WHEREAS, the Company and the Executive are parties to that certain Second Amended and Restated Employment Agreement, entered into effective as of February 14, 2019, and amended as of April 29, 2021, pursuant to which the Executive serves as Chief Executive Officer of the Company (the “Employment Agreement”; any capitalized terms used but not defined in this Amendment shall have the meanings given to such terms in the Employment Agreement);
WHEREAS, Section 14(d) of the Employment Agreement provides that the parties thereto may amend the Employment Agreement via a written agreement that is signed by the Executive and an authorized officer of the Company, other than the Executive; and
WHEREAS, the Company and the Executive now desire to amend the Employment Agreement to provide for a five-year extension of the Employment Term.
NOW, THEREFORE, in consideration of the mutual covenants contained herein and other good and valuable consideration, the receipt and sufficiency of which are hereby acknowledged, the parties hereby agree as follows:
1.Amendment. Section 3 of the Employment Agreement is hereby amended by replacing “December 31, 2026” with “December 31, 2031” and “January 1, 2027” with “January 1, 2032”.
2.Miscellaneous.
(a)Arbitration; Governing Law. Any dispute or controversy arising under or in connection with this Amendment will be settled exclusively by arbitration in New York, New York, in accordance with the Employment Arbitration Rules of the American Arbitration Association then in effect. Judgment may be entered on the arbitrator’s award in any court having jurisdiction. No party will be entitled to seek or be awarded punitive damages. All attorneys’ fees and costs will be allocated or apportioned as agreed by the parties or, in the absence of an agreement, in such manner as the arbitrator or court will determine to be appropriate to reflect the final decision of the deciding body as compared to the initial positions in arbitration of each party. This Amendment will be construed in accordance with and governed by the laws of the State of New York as they apply to contracts entered into and wholly to be performed within such State by residents thereof.

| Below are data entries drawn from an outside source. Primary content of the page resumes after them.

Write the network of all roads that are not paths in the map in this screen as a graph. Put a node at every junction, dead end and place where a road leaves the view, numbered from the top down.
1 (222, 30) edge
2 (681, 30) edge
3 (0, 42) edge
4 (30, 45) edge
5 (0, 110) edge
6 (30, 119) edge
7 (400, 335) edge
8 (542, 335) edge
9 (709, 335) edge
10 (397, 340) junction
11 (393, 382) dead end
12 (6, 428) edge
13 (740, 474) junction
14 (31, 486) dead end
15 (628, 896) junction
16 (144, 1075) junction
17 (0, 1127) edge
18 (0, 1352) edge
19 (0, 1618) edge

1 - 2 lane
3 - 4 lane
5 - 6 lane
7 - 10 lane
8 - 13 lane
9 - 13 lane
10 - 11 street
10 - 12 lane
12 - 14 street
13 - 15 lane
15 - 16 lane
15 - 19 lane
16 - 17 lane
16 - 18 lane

(b)Severability. The invalidity or unenforceability of any provision or provisions of this Amendment will not affect the validity or enforceability of any other provision hereof, which will remain in full force and effect.
(c)Counterparts. This Amendment may be executed in counterparts, each of which will be deemed an original, but all of which together will constitute one and the same instrument.
(d)References to Employment Agreement. All references in any document or agreement to the Employment Agreement shall refer to the Employment Agreement, as amended hereby.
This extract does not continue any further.